## Listed records
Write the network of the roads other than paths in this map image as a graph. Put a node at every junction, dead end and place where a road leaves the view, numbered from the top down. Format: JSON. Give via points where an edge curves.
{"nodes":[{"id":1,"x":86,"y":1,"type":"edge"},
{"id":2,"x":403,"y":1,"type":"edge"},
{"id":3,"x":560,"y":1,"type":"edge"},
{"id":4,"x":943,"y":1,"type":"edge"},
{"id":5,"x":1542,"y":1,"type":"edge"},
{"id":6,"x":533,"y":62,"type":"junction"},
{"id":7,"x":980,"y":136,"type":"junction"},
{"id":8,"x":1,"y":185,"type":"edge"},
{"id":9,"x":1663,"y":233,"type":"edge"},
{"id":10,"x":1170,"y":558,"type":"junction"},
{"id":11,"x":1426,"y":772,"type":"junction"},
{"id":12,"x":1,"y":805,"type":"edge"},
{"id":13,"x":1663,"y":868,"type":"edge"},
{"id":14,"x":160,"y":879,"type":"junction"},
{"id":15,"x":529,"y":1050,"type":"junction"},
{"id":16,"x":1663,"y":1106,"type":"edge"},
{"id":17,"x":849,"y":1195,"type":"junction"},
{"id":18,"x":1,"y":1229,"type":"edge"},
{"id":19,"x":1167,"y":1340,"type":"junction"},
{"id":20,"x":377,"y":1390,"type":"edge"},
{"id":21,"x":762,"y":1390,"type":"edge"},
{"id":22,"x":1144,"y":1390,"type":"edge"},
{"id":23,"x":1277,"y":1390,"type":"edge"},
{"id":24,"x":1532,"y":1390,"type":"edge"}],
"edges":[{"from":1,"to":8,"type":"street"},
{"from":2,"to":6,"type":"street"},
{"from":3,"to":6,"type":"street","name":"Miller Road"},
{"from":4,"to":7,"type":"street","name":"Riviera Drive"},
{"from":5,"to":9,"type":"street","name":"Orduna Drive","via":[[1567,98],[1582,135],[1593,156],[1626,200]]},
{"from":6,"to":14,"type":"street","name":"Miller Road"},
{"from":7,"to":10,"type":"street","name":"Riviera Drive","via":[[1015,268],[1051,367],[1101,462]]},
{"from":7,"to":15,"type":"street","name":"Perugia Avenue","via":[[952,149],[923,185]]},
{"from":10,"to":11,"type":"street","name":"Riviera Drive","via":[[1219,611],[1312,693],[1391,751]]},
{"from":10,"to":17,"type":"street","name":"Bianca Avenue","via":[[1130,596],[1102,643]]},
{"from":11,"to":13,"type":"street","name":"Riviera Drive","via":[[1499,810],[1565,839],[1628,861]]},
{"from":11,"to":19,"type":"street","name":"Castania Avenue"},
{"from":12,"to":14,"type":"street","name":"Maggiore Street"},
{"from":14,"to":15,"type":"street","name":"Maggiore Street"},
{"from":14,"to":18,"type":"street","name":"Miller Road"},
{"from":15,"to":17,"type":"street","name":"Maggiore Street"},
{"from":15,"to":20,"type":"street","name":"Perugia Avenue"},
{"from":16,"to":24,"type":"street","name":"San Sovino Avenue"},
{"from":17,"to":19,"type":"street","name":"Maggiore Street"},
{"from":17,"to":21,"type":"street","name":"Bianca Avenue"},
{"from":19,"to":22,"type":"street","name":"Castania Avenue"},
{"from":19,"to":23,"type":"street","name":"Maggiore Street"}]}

## What this task involves
Write out every record shown above, word for word.

## Solution to the problem
Write the network of the roads other than paths in this map image as a graph. Put a node at every junction, dead end and place where a road leaves the view, numbered from the top down. Format: JSON. Give via points where an edge curves.
{"nodes":[{"id":1,"x":86,"y":1,"type":"edge"},
{"id":2,"x":403,"y":1,"type":"edge"},
{"id":3,"x":560,"y":1,"type":"edge"},
{"id":4,"x":943,"y":1,"type":"edge"},
{"id":5,"x":1542,"y":1,"type":"edge"},
{"id":6,"x":533,"y":62,"type":"junction"},
{"id":7,"x":980,"y":136,"type":"junction"},
{"id":8,"x":1,"y":185,"type":"edge"},
{"id":9,"x":1663,"y":233,"type":"edge"},
{"id":10,"x":1170,"y":558,"type":"junction"},
{"id":11,"x":1426,"y":772,"type":"junction"},
{"id":12,"x":1,"y":805,"type":"edge"},
{"id":13,"x":1663,"y":868,"type":"edge"},
{"id":14,"x":160,"y":879,"type":"junction"},
{"id":15,"x":529,"y":1050,"type":"junction"},
{"id":16,"x":1663,"y":1106,"type":"edge"},
{"id":17,"x":849,"y":1195,"type":"junction"},
{"id":18,"x":1,"y":1229,"type":"edge"},
{"id":19,"x":1167,"y":1340,"type":"junction"},
{"id":20,"x":377,"y":1390,"type":"edge"},
{"id":21,"x":762,"y":1390,"type":"edge"},
{"id":22,"x":1144,"y":1390,"type":"edge"},
{"id":23,"x":1277,"y":1390,"type":"edge"},
{"id":24,"x":1532,"y":1390,"type":"edge"}],
"edges":[{"from":1,"to":8,"type":"street"},
{"from":2,"to":6,"type":"street"},
{"from":3,"to":6,"type":"street","name":"Miller Road"},
{"from":4,"to":7,"type":"street","name":"Riviera Drive"},
{"from":5,"to":9,"type":"street","name":"Orduna Drive","via":[[1567,98],[1582,135],[1593,156],[1626,200]]},
{"from":6,"to":14,"type":"street","name":"Miller Road"},
{"from":7,"to":10,"type":"street","name":"Riviera Drive","via":[[1015,268],[1051,367],[1101,462]]},
{"from":7,"to":15,"type":"street","name":"Perugia Avenue","via":[[952,149],[923,185]]},
{"from":10,"to":11,"type":"street","name":"Riviera Drive","via":[[1219,611],[1312,693],[1391,751]]},
{"from":10,"to":17,"type":"street","name":"Bianca Avenue","via":[[1130,596],[1102,643]]},
{"from":11,"to":13,"type":"street","name":"Riviera Drive","via":[[1499,810],[1565,839],[1628,861]]},
{"from":11,"to":19,"type":"street","name":"Castania Avenue"},
{"from":12,"to":14,"type":"street","name":"Maggiore Street"},
{"from":14,"to":15,"type":"street","name":"Maggiore Street"},
{"from":14,"to":18,"type":"street","name":"Miller Road"},
{"from":15,"to":17,"type":"street","name":"Maggiore Street"},
{"from":15,"to":20,"type":"street","name":"Perugia Avenue"},
{"from":16,"to":24,"type":"street","name":"San Sovino Avenue"},
{"from":17,"to":19,"type":"street","name":"Maggiore Street"},
{"from":17,"to":21,"type":"street","name":"Bianca Avenue"},
{"from":19,"to":22,"type":"street","name":"Castania Avenue"},
{"from":19,"to":23,"type":"street","name":"Maggiore Street"}]}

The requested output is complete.